The opportunity to legalize sports wagering has created excitement in dozens of states.333 Lawmakers’ excitement has centered on sports betting’s ability to generate a supplemental revenue stream. While the likely benefit of legalized sports betting is that states will generate modest revenue from the activity, revenue should not be legislators’ only focus.334 The costs associated with sports betting gone wrong could be meaningful for states that fail to properly implement safeguards and a system to police the operators to ensure that patrons are wagering with reputable entities. The current rush to legalize sports betting before neighboring states has also seemed to omit from consideration the need to recapture bettors from the illegal market in some jurisdictions.
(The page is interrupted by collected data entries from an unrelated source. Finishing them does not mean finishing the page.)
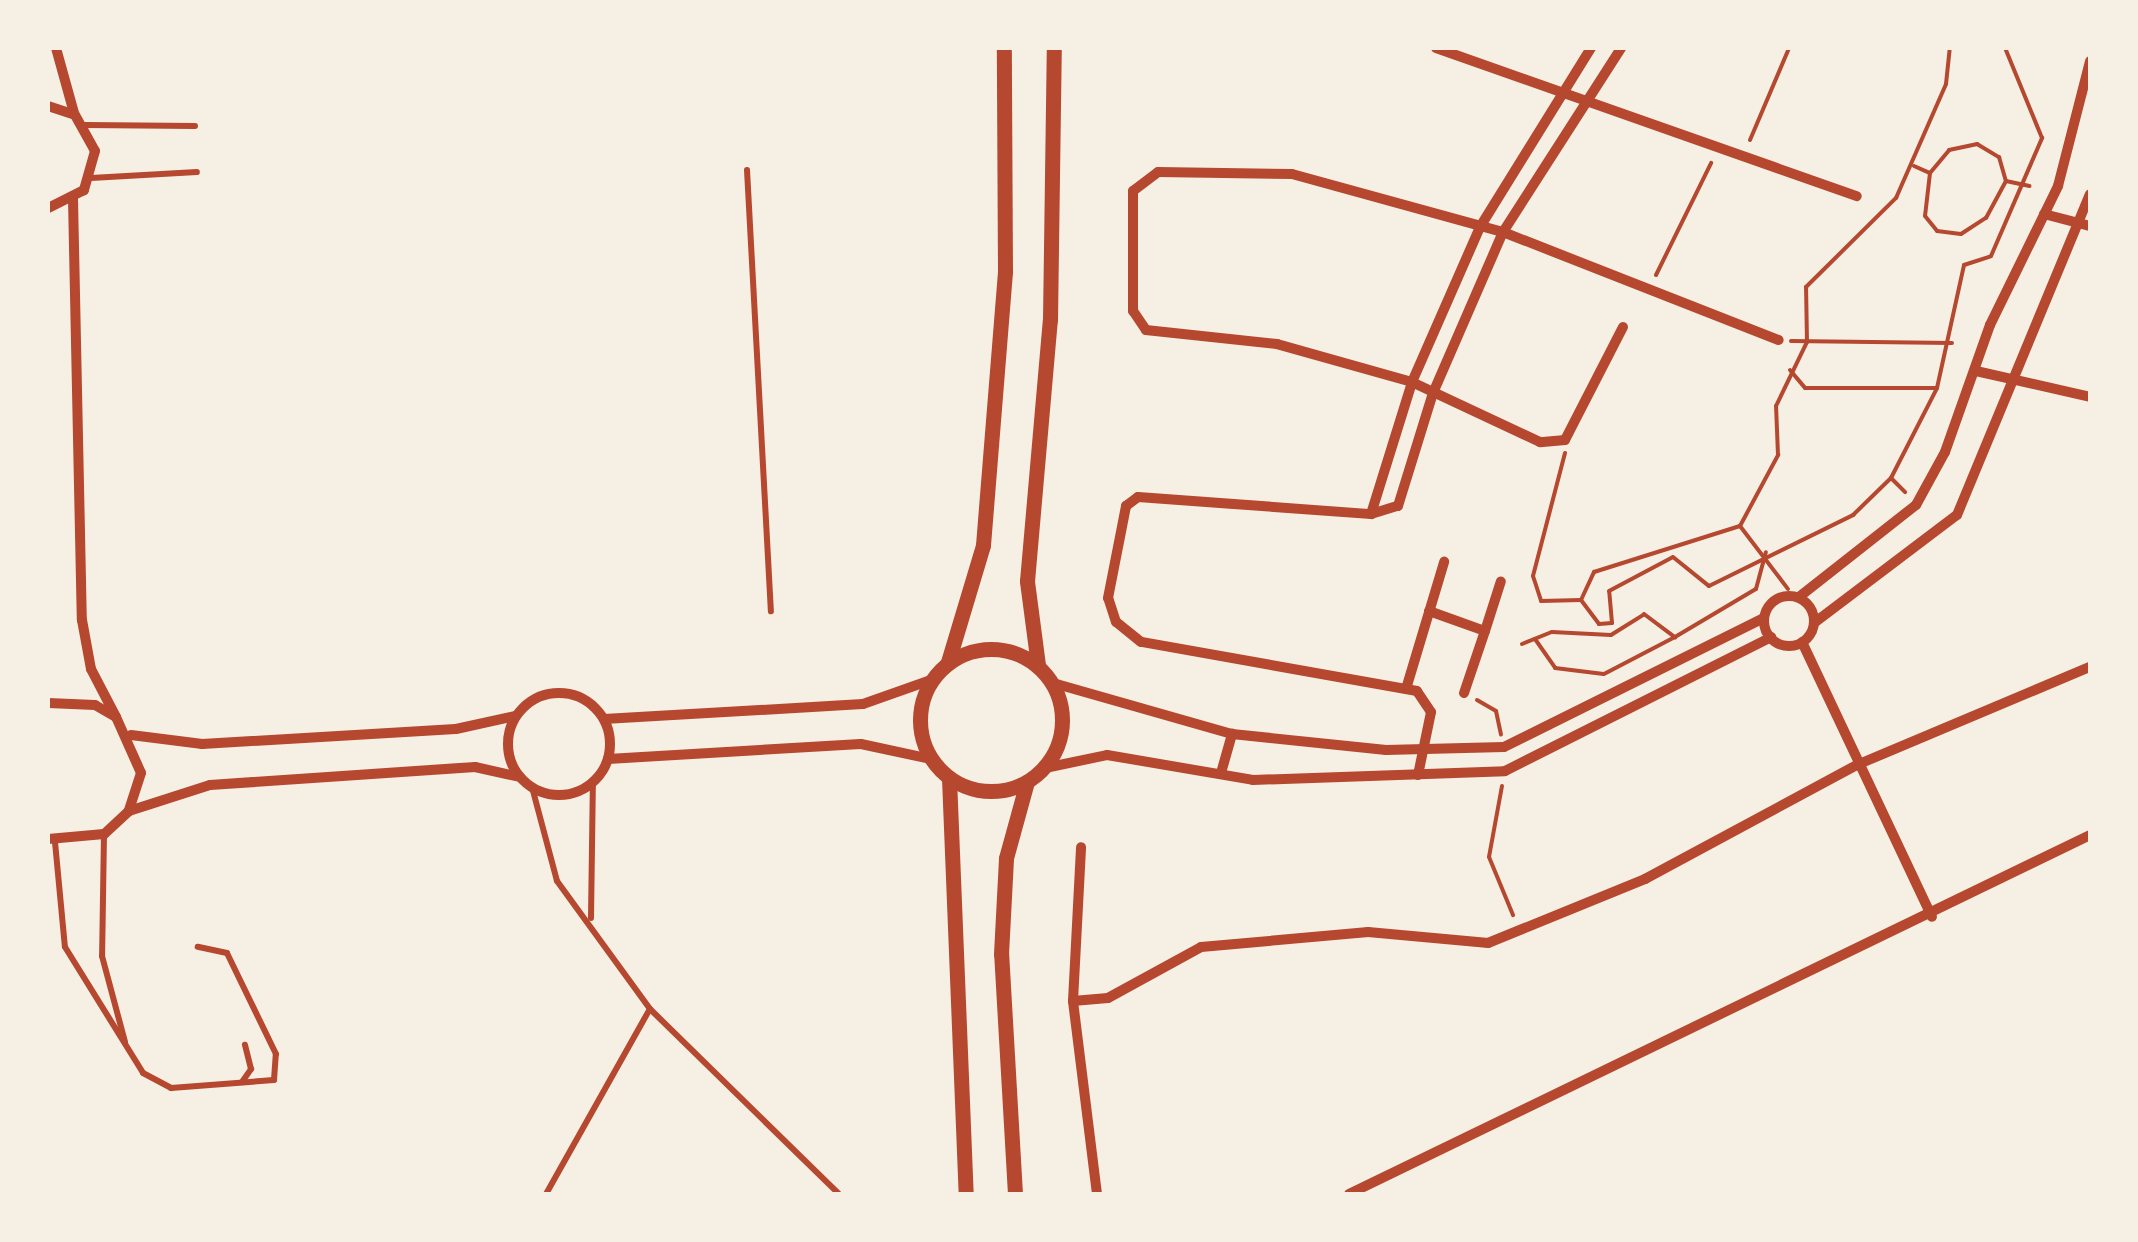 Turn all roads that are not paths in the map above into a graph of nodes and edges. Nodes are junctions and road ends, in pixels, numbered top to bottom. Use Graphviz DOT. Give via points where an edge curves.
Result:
graph roads {
  1 [pos="56,48"];
  2 [pos="1004,48"];
  3 [pos="1054,48"];
  4 [pos="1436,48"];
  5 [pos="1592,48"];
  6 [pos="1621,48"];
  7 [pos="2090,61"];
  8 [pos="1564,85"];
  9 [pos="1587,94"];
  10 [pos="48,106"];
  11 [pos="75,115"];
  12 [pos="85,125"];
  13 [pos="195,126"];
  14 [pos="747,170"];
  15 [pos="198,172"];
  16 [pos="91,178"];
  17 [pos="2090,194"];
  18 [pos="1857,196"];
  19 [pos="73,199"];
  20 [pos="48,208"];
  21 [pos="2044,214"];
  22 [pos="2085,224"];
  23 [pos="1480,228"];
  24 [pos="1504,232"];
  25 [pos="1623,328"];
  26 [pos="1779,340"];
  27 [pos="1976,371"];
  28 [pos="2010,380"];
  29 [pos="1412,382"];
  30 [pos="1433,393"];
  31 [pos="2090,398"];
  32 [pos="1371,514"];
  33 [pos="1444,562"];
  34 [pos="1501,581"];
  35 [pos="1795,597"];
  36 [pos="771,611"];
  37 [pos="1428,611"];
  38 [pos="1764,618"];
  39 [pos="1814,623"];
  40 [pos="1485,631"];
  41 [pos="1770,637"];
  42 [pos="1802,642"];
  43 [pos="948,662"];
  44 [pos="1038,665"];
  45 [pos="2090,668"];
  46 [pos="931,680"];
  47 [pos="1053,683"];
  48 [pos="1406,689"];
  49 [pos="1464,693"];
  50 [pos="48,704"];
  51 [pos="515,716"];
  52 [pos="116,717"];
  53 [pos="604,719"];
  54 [pos="131,734"];
  55 [pos="1232,734"];
  56 [pos="1420,749"];
  57 [pos="608,759"];
  58 [pos="931,759"];
  59 [pos="1859,764"];
  60 [pos="1045,768"];
  61 [pos="1221,773"];
  62 [pos="1418,774"];
  63 [pos="520,777"];
  64 [pos="950,778"];
  65 [pos="593,782"];
  66 [pos="1027,782"];
  67 [pos="532,788"];
  68 [pos="129,811"];
  69 [pos="104,834"];
  70 [pos="2090,834"];
  71 [pos="51,840"];
  72 [pos="1081,847"];
  73 [pos="1932,917"];
  74 [pos="591,919"];
  75 [pos="198,947"];
  76 [pos="1073,1001"];
  77 [pos="650,1009"];
  78 [pos="245,1045"];
  79 [pos="127,1048"];
  80 [pos="242,1082"];
  81 [pos="546,1194"];
  82 [pos="839,1194"];
  83 [pos="966,1194"];
  84 [pos="1016,1194"];
  85 [pos="1096,1194"];
  86 [pos="1349,1194"];
  1 -- 11 [label="street"];
  2 -- 43 [label="street" via="1005,272 986,506 972,605"];
  3 -- 44 [label="street" via="1050,320 1026,609"];
  4 -- 8 [label="street"];
  5 -- 8 [label="street"];
  6 -- 9 [label="street"];
  7 -- 21 [label="street"];
  8 -- 9 [label="street"];
  8 -- 23 [label="street"];
  9 -- 18 [label="street" via="1718,150"];
  9 -- 24 [label="street"];
  10 -- 11 [label="street"];
  11 -- 12 [label="street"];
  12 -- 13 [label="lane"];
  12 -- 16 [label="street" via="96,151"];
  14 -- 36 [label="lane"];
  15 -- 16 [label="lane"];
  16 -- 19 [label="street"];
  17 -- 22 [label="street"];
  19 -- 20 [label="street"];
  19 -- 52 [label="street" via="82,620 90,669"];
  21 -- 22 [label="street"];
  21 -- 27 [label="street"];
  22 -- 28 [label="street"];
  23 -- 24 [label="street"];
  23 -- 29 [label="street"];
  23 -- 29 [label="street" via="1292,174 1158,172 1133,191 1133,311 1146,330 1278,344"];
  24 -- 26 [label="street"];
  24 -- 30 [label="street"];
  25 -- 30 [label="street" via="1565,440 1540,442"];
  27 -- 28 [label="street"];
  27 -- 35 [label="street" via="1916,504"];
  28 -- 31 [label="street"];
  28 -- 39 [label="street" via="1957,515"];
  29 -- 30 [label="street"];
  29 -- 32 [label="street"];
  30 -- 32 [label="street" via="1398,506"];
  32 -- 48 [label="street" via="1138,497 1126,506 1108,598 1116,622 1140,642"];
  33 -- 37 [label="street"];
  34 -- 40 [label="street"];
  35 -- 38 [label="street" via="1776,599"];
  35 -- 39 [label="street"];
  37 -- 40 [label="street"];
  37 -- 48 [label="street"];
  38 -- 41 [label="street"];
  38 -- 56 [label="street" via="1504,747"];
  39 -- 42 [label="street"];
  40 -- 49 [label="street"];
  41 -- 42 [label="street"];
  41 -- 62 [label="street" via="1505,771"];
  42 -- 59 [label="street"];
  43 -- 44 [label="street" via="994,648"];
  43 -- 46 [label="street"];
  44 -- 47 [label="street"];
  45 -- 59 [label="street"];
  46 -- 53 [label="street" via="862,704"];
  46 -- 58 [label="street" via="920,720"];
  47 -- 55 [label="street"];
  47 -- 60 [label="street" via="1063,727"];
  48 -- 56 [label="street" via="1432,712"];
  50 -- 52 [label="street" via="95,704"];
  51 -- 53 [label="street" via="560,692"];
  51 -- 54 [label="street" via="456,729 202,744"];
  51 -- 63 [label="street" via="508,748"];
  52 -- 54 [label="street"];
  53 -- 57 [label="street"];
  54 -- 68 [label="street" via="141,773"];
  55 -- 56 [label="street"];
  55 -- 61 [label="street"];
  56 -- 62 [label="street"];
  57 -- 58 [label="street" via="861,744"];
  57 -- 65 [label="street"];
  58 -- 64 [label="street"];
  59 -- 73 [label="street"];
  59 -- 76 [label="street" via="1645,879 1488,943 1368,932 1201,947 1108,998"];
  60 -- 61 [label="street" via="1107,755"];
  60 -- 66 [label="street"];
  61 -- 62 [label="street"];
  63 -- 67 [label="street"];
  63 -- 68 [label="street" via="475,767 210,785"];
  64 -- 66 [label="street" via="988,792"];
  64 -- 83 [label="street"];
  65 -- 67 [label="street" via="563,795"];
  65 -- 74 [label="lane"];
  66 -- 84 [label="street" via="1003,888 1002,1039"];
  67 -- 74 [label="lane" via="548,863"];
  68 -- 69 [label="street"];
  69 -- 71 [label="street"];
  69 -- 79 [label="lane" via="101,944"];
  70 -- 73 [label="street"];
  71 -- 79 [label="lane" via="65,948"];
  72 -- 76 [label="street"];
  73 -- 86 [label="street"];
  74 -- 77 [label="lane"];
  75 -- 80 [label="lane" via="227,953 279,1064 268,1082"];
  76 -- 85 [label="street"];
  77 -- 81 [label="lane"];
  77 -- 82 [label="lane"];
  78 -- 80 [label="lane" via="252,1069"];
  79 -- 80 [label="lane" via="163,1086"];
}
While some states have set tax rates at reasonable levels,335 others, such as Pennsylvania’s 36 percent tax rate, threaten to cause bookmakers to set prices to maximize profit,336 making them uncompetitive with betting lines that bettors might find in illegal markets.337

There is a need for the three levels of government—state, tribal, and federal—to recognize that each has a role in the regulation of gambling in most states. The nature of gaming compacts is such that in many states, if a state wants to offer sports betting there is going to be no choice but to seek to partner with tribal governments to offer the product. In many ways, sports betting may provide an opportunity for tribal governments to continue generating revenue, particularly in states like Oklahoma and Arizona which have extensive tribal gaming operations. Sports betting may create opportunities for tribes in these states to generate added revenue as vacation destinations, much like Las Vegas has been for major events such as the Super Bowl or the National Collegiate Athletic Association’s March Madness tournament.338

States that have legalized sports betting show a desire to keep the federal government out of the industry.339 The federal government does have the authority to regulate sports betting directly, according to the Supreme Court decision that has led to the sports betting land rush.340 The likelihood of the federal government taking a continued interest in sports betting may have a direct relationship with how many scandals surface with the state-level management of sports betting. Nevada has managed to be a role-model example of state-level regulation, serving as the nation’s premier guardian of sports integrity for nearly 50 years before other states began to enter the fray. Overemphasis on revenue generation and neglect for integrity and consumer protections, however, would likely threaten autonomous state-level governance of sports wagering. The sports betting cookie jar is not as large as some may hope, and significantly more fragile than it may appear. For that reason, states are best to proceed cautiously with regulating the practice to create a viable and robust market and capitalize on the limited economic benefits that are offered.